Much like the “dunder” methods of Python, these functions operate by accepting both left and right hand side arguments, then executing some expression against them to produce a result. They are identified by two new keywords, “unary” and “binary”. Unary expressions do not even exist our language yet, but will be implemented after overloaded binary operators are. Note that when overloading a binary operator, you provide both the operator symbol and the precedence it has in relation to other binary operators.

Start by adding the aforementioned keywords. There will also be a need to identify a set of operators that are free to be overloaded by users at their discretion: “| & ^ ! :“

// lexer.rs

#[repr(u8)]
#[derive(Debug, Clone, Copy, PartialEq)]
pub enum Token<'src> {
    FuncDef = 1,
    Extern = 2,
    Identifier(&'src str) = 3,
    Number(f64) = 4,
    Operator(Ops) = 5,
    OpenParen = 6,
    ClosedParen = 7,
    Comma = 8,
    Semicolon = 9,
    If = 10,
    Then = 11,
    Else = 12,
    For = 13,
    In = 14,
    UnaryOverload = 15,
    BinaryOverload = 16,
    Unknown(&'src str) = 255,
}

#[repr(u8)]
#[derive(Debug, Clone, Copy, PartialEq, Eq, Hash)]
pub enum Ops {
    // General math on floating point values
    Plus = 0,
    Minus = 1,
    Mult = 2,
    Div = 3,

    // Comparison of floating point values
    Eq = 4,  // Let's use the C conventional "=="
    Neq = 5, // Let's use "!="
    Lt = 6,  // "<"
    Gt = 7,  // ">"

    // These operators are left undefined, but can be defined by users
    Or = 9,      // "|"
    And = 10,    // "&"
    Xor = 11,    // "^"
    Negate = 12, // "!"
    Colon = 13,  // ":"
}

// Update tokenize() as well...

There is an important distinction to be made between the existing operators we had before, like +, -, and the operators we are introducing as free-use to overload and implement user-defined logic. While it is possible to allow users to redefine the existing ones, our language has only one float type, and there are only so few ways to re-implement addition, subtraction, and other basic mathematical operations for floats that isn’t nefarious…

Now, as for the AST and parser, the overloaded operator is defined by a function as you saw above. Just like a normal function, save for a keyword and a precedence value. The original tutorial adds this new type of function prototype to the code by just slapping a few new members to the existing Prototype AST structure.

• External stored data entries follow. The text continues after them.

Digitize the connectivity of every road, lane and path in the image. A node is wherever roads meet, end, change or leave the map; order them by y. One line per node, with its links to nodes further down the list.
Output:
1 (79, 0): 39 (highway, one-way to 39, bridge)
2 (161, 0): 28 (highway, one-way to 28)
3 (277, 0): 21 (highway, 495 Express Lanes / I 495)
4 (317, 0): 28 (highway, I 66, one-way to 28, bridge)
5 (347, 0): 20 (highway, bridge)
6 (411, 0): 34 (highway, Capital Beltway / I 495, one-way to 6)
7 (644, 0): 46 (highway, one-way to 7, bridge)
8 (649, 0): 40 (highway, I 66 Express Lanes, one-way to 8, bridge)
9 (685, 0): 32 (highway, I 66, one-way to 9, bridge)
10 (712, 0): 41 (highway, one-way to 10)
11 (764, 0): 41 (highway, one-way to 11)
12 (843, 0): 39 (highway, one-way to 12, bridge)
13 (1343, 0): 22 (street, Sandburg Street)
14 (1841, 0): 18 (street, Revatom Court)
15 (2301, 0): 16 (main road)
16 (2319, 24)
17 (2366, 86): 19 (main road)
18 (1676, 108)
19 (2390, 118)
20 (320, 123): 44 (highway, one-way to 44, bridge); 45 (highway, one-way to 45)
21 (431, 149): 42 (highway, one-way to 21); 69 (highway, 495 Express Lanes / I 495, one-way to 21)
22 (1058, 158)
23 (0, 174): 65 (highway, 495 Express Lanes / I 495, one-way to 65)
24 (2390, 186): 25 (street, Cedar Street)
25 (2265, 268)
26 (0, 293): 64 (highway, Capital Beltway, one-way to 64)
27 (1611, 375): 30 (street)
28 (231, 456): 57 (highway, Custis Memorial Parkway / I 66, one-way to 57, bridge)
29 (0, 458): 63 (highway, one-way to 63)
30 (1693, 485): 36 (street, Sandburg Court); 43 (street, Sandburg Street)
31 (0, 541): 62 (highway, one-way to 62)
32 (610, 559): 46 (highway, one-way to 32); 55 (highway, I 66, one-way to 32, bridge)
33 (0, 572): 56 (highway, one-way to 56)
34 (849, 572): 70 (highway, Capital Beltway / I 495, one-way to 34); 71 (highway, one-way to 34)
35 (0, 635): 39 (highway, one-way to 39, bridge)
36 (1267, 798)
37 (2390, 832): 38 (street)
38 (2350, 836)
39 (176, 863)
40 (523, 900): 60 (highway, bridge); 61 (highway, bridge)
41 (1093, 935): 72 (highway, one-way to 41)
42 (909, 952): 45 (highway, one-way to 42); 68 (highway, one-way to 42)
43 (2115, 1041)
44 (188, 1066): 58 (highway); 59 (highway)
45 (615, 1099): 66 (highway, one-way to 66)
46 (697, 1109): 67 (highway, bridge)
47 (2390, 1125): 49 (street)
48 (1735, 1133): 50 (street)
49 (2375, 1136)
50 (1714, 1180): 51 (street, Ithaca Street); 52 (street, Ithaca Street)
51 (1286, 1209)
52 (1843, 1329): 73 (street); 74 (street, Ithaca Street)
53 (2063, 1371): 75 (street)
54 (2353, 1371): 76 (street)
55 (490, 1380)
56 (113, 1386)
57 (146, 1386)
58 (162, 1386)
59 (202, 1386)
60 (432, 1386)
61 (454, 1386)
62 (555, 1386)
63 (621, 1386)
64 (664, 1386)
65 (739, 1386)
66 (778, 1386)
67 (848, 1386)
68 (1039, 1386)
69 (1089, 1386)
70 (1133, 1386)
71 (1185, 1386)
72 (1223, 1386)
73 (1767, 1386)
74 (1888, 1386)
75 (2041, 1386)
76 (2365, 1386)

This means that all prototypes, including the non-operator functions, have these members. Observe the tutorial’s C++ code below.

/// PrototypeAST - This class represents the "prototype" for a function,
/// which captures its argument names as well as if it is an operator.
class PrototypeAST {
  std::string Name;
  std::vector<std::string> Args;
  bool IsOperator;
  unsigned Precedence;  // Precedence if a binary op.

public:
  PrototypeAST(const std::string &Name, std::vector<std::string> Args,
               bool IsOperator = false, unsigned Prec = 0)
  : Name(Name), Args(std::move(Args)), IsOperator(IsOperator),
    Precedence(Prec) {}

  Function *codegen();
  const std::string &getName() const { return Name; }

  bool isUnaryOp() const { return IsOperator && Args.size() == 1; }
  bool isBinaryOp() const { return IsOperator && Args.size() == 2; }

  char getOperatorName() const {
    assert(isUnaryOp() || isBinaryOp());
    return Name[Name.size() - 1];
  }

  unsigned getBinaryPrecedence() const { return Precedence; }
};

This was rather messy in my opinion. I saw it more fit to translate this to Rust by first changing this Prototype structure to yet another enum with distinct variants, just like ASTExpr. This makes each type of prototype more distinct.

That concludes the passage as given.